Apple CEO Tim Cook holds an iPad during a presentation at Apple headquarters in Cupertino, California.

Conservative lawmaker Vitaly Milonov has slammed Apple's CEO Tim Cook for coming out as gay on Thursday, saying the chief executive should be banned from entering Russia because he could have AIDS.

"What could he bring us? The Ebola virus, AIDS, gonorrhea? They all have unseemly ties over there, prohibit their [homosexuals'] entry forever," Milonov, a prominent anti-gay campaigner, told the FlashNord news site on Thursday.
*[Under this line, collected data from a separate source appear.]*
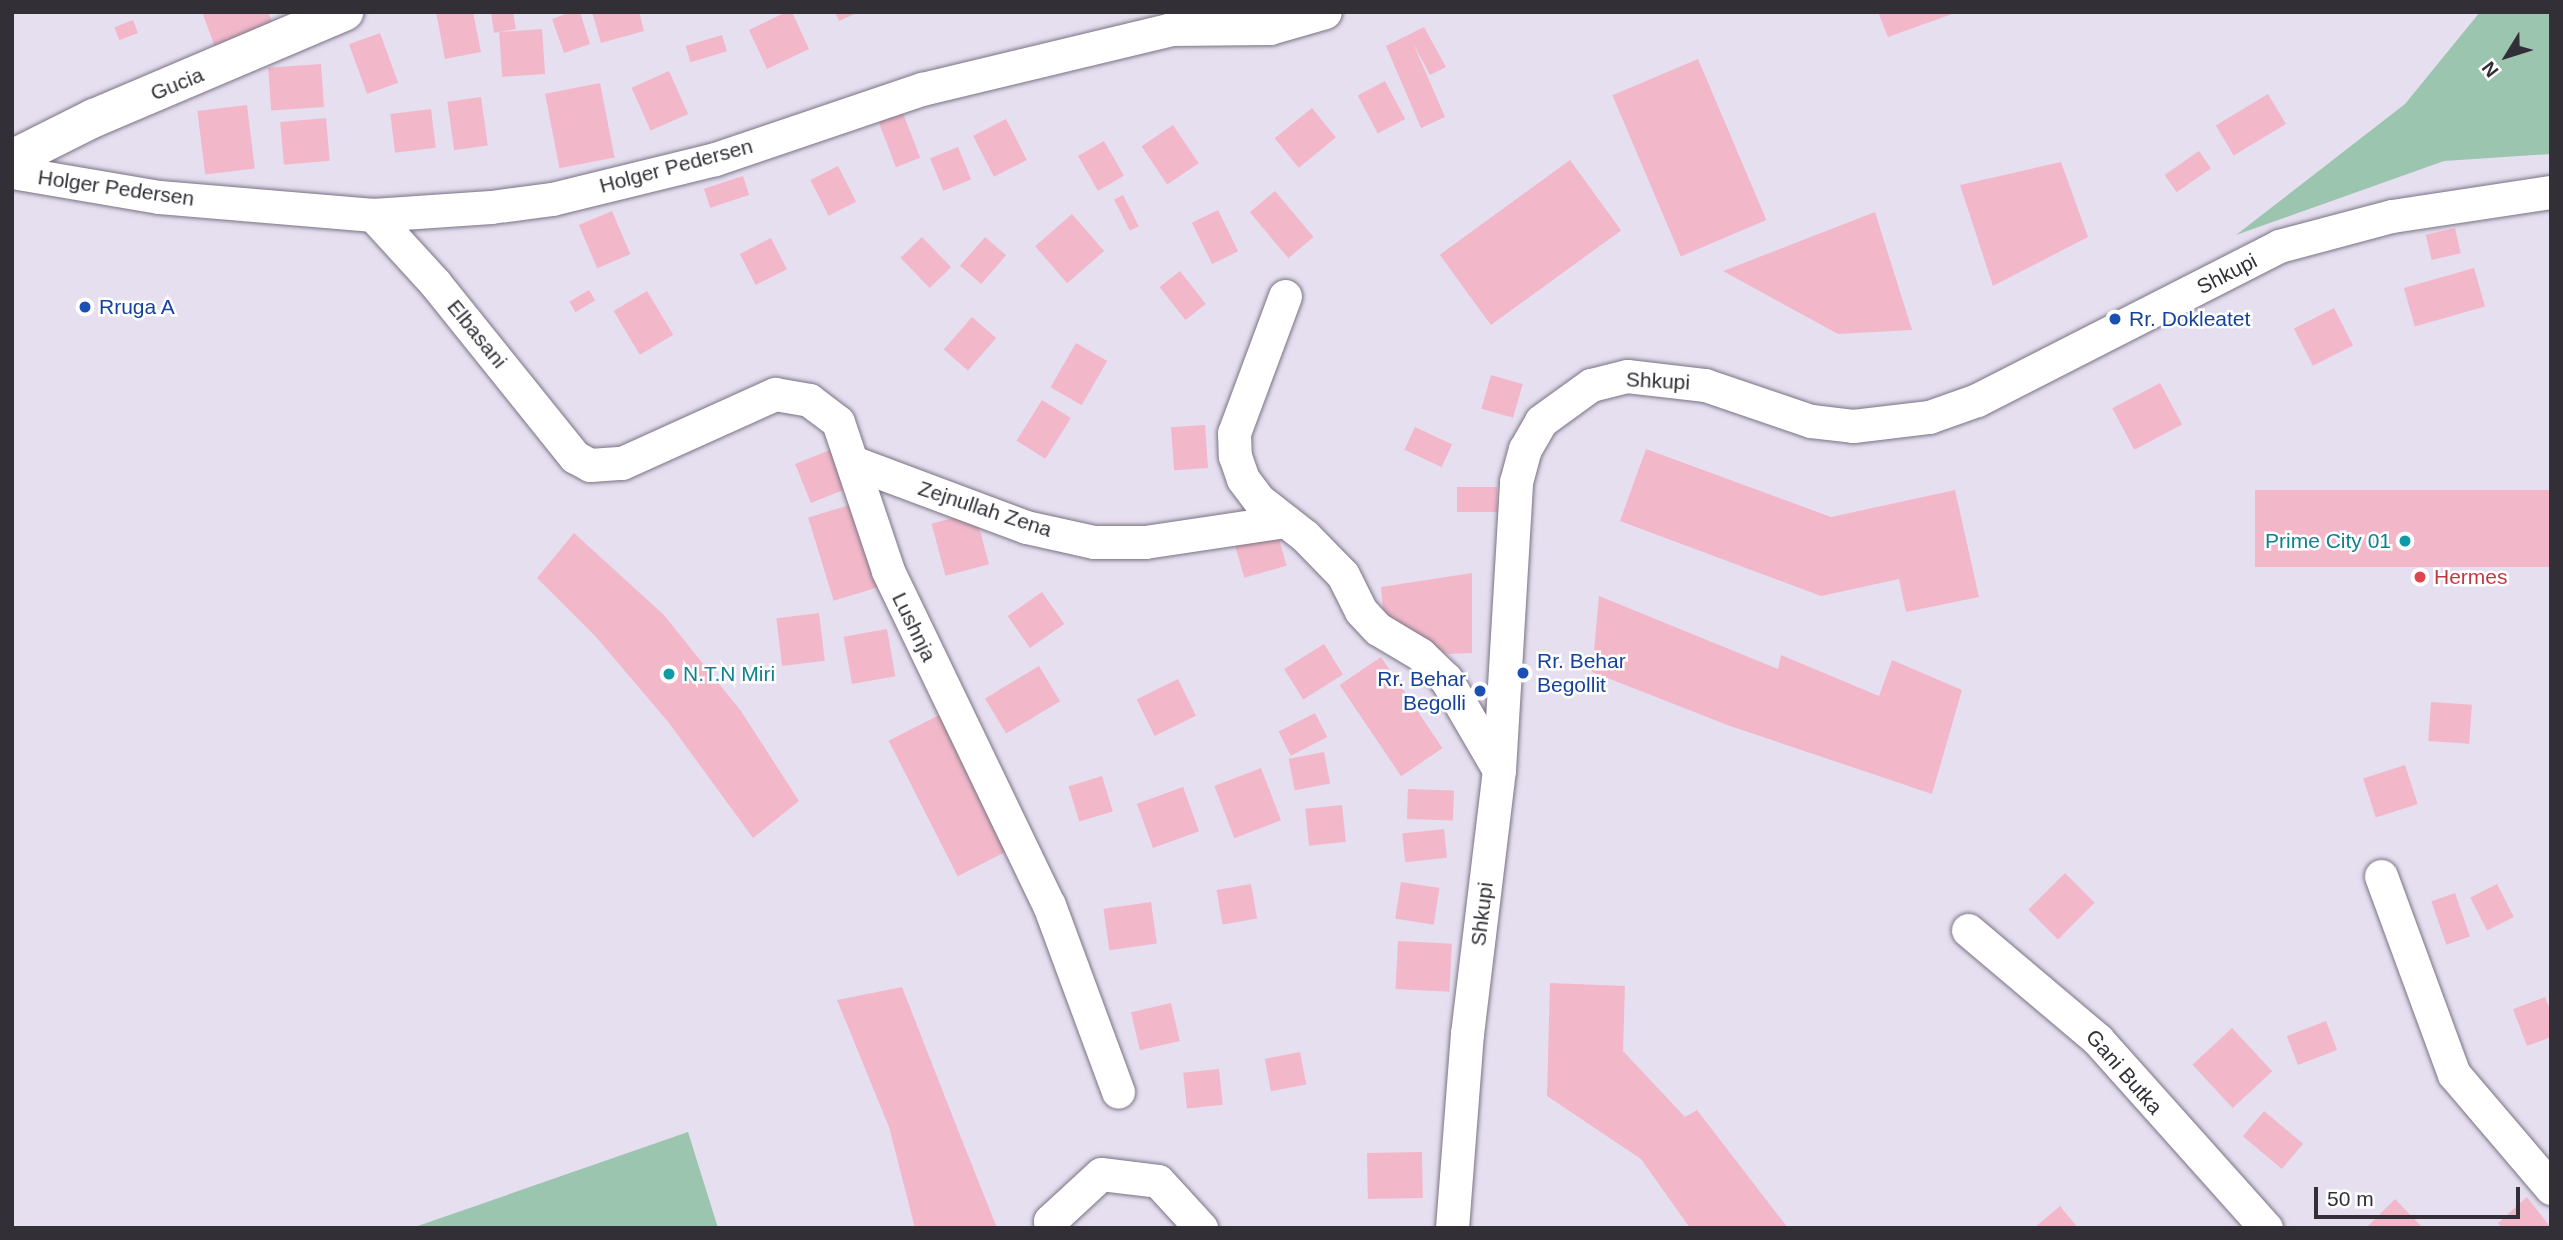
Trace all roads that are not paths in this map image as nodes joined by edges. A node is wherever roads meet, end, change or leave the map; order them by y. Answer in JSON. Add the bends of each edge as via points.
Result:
{"nodes":[{"id":1,"x":344,"y":12,"type":"edge"},
{"id":2,"x":1325,"y":12,"type":"edge"},
{"id":3,"x":1195,"y":19,"type":"edge"},
{"id":4,"x":291,"y":22,"type":"edge"},
{"id":5,"x":1137,"y":24,"type":"edge"},
{"id":6,"x":12,"y":159,"type":"edge"},
{"id":7,"x":12,"y":172,"type":"edge"},
{"id":8,"x":2551,"y":192,"type":"edge"},
{"id":9,"x":373,"y":215,"type":"junction"},
{"id":10,"x":1285,"y":296,"type":"dead end"},
{"id":11,"x":575,"y":457,"type":"joint"},
{"id":12,"x":855,"y":463,"type":"junction"},
{"id":13,"x":1285,"y":521,"type":"junction"},
{"id":14,"x":1499,"y":770,"type":"junction"},
{"id":15,"x":2381,"y":876,"type":"dead end"},
{"id":16,"x":1968,"y":930,"type":"dead end"},
{"id":17,"x":1118,"y":1092,"type":"dead end"},
{"id":18,"x":2551,"y":1188,"type":"edge"},
{"id":19,"x":1051,"y":1228,"type":"edge"},
{"id":20,"x":1201,"y":1228,"type":"edge"},
{"id":21,"x":1452,"y":1228,"type":"edge"},
{"id":22,"x":2266,"y":1228,"type":"edge"}],
"edges":[{"from":1,"to":4,"type":"street","name":"Gucia"},
{"from":2,"to":3,"type":"street","name":"Holger Pedersen","via":[[1270,28]]},
{"from":3,"to":5,"type":"street","name":"Holger Pedersen"},
{"from":4,"to":6,"type":"street","name":"Gucia"},
{"from":5,"to":9,"type":"street","name":"Holger Pedersen","via":[[922,89],[715,159],[552,198],[441,213]]},
{"from":7,"to":9,"type":"street","name":"Holger Pedersen","via":[[159,197]]},
{"from":8,"to":14,"type":"street","name":"Shkupi","via":[[2392,216],[2279,246],[1989,394],[1929,417],[1853,426],[1811,421],[1705,385],[1666,377],[1627,376],[1582,390],[1541,421],[1525,449],[1516,482]]},
{"from":9,"to":11,"type":"street","name":"Elbasani"},
{"from":10,"to":13,"type":"street","via":[[1234,433],[1243,479],[1259,500]]},
{"from":11,"to":12,"type":"street","name":"Lushnja","via":[[590,465],[622,463],[760,399],[790,394],[809,400],[838,422]]},
{"from":12,"to":13,"type":"street","name":"Zejnullah Zena","via":[[1026,527],[1094,542],[1145,542]]},
{"from":12,"to":17,"type":"street","name":"Lushnja","via":[[887,571],[1049,905]]},
{"from":13,"to":14,"type":"street","via":[[1343,575],[1361,611],[1378,629],[1420,654],[1446,679]]},
{"from":14,"to":21,"type":"street","name":"Shkupi","via":[[1467,1034]]},
{"from":15,"to":18,"type":"street","via":[[2454,1074]]},
{"from":16,"to":22,"type":"street","name":"Gani Butka","via":[[2098,1040]]},
{"from":19,"to":20,"type":"street","via":[[1050,1221],[1101,1174],[1158,1181]]}]}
Milonov, a member of the ruling United Russia party who sits on St. Petersburg's legislative assembly and is the architect of what later became Russia's gay propaganda law, also called Cook "a shrewd politician" for delaying his public coming out until now.

"He's like an artist, who at first popularized himself and then revealed himself to be gay," Milonov was quoted as saying by FlashNord, using a highly offensive term for homosexuals.

It remains to be seen whether Cook's announcement will affect sales of Apple products in Russia, as well as in markets in other traditionally conservative countries.

The Russian government last year adopted a law banning the "promotion of nontraditional sexual relations" to minors though homosexuality is not illegal in Russia.

Cook, 53, who has headed Apple since 2011, revealed his sexuality in an essay published Wednesday by the Bloomberg Businessweek magazine.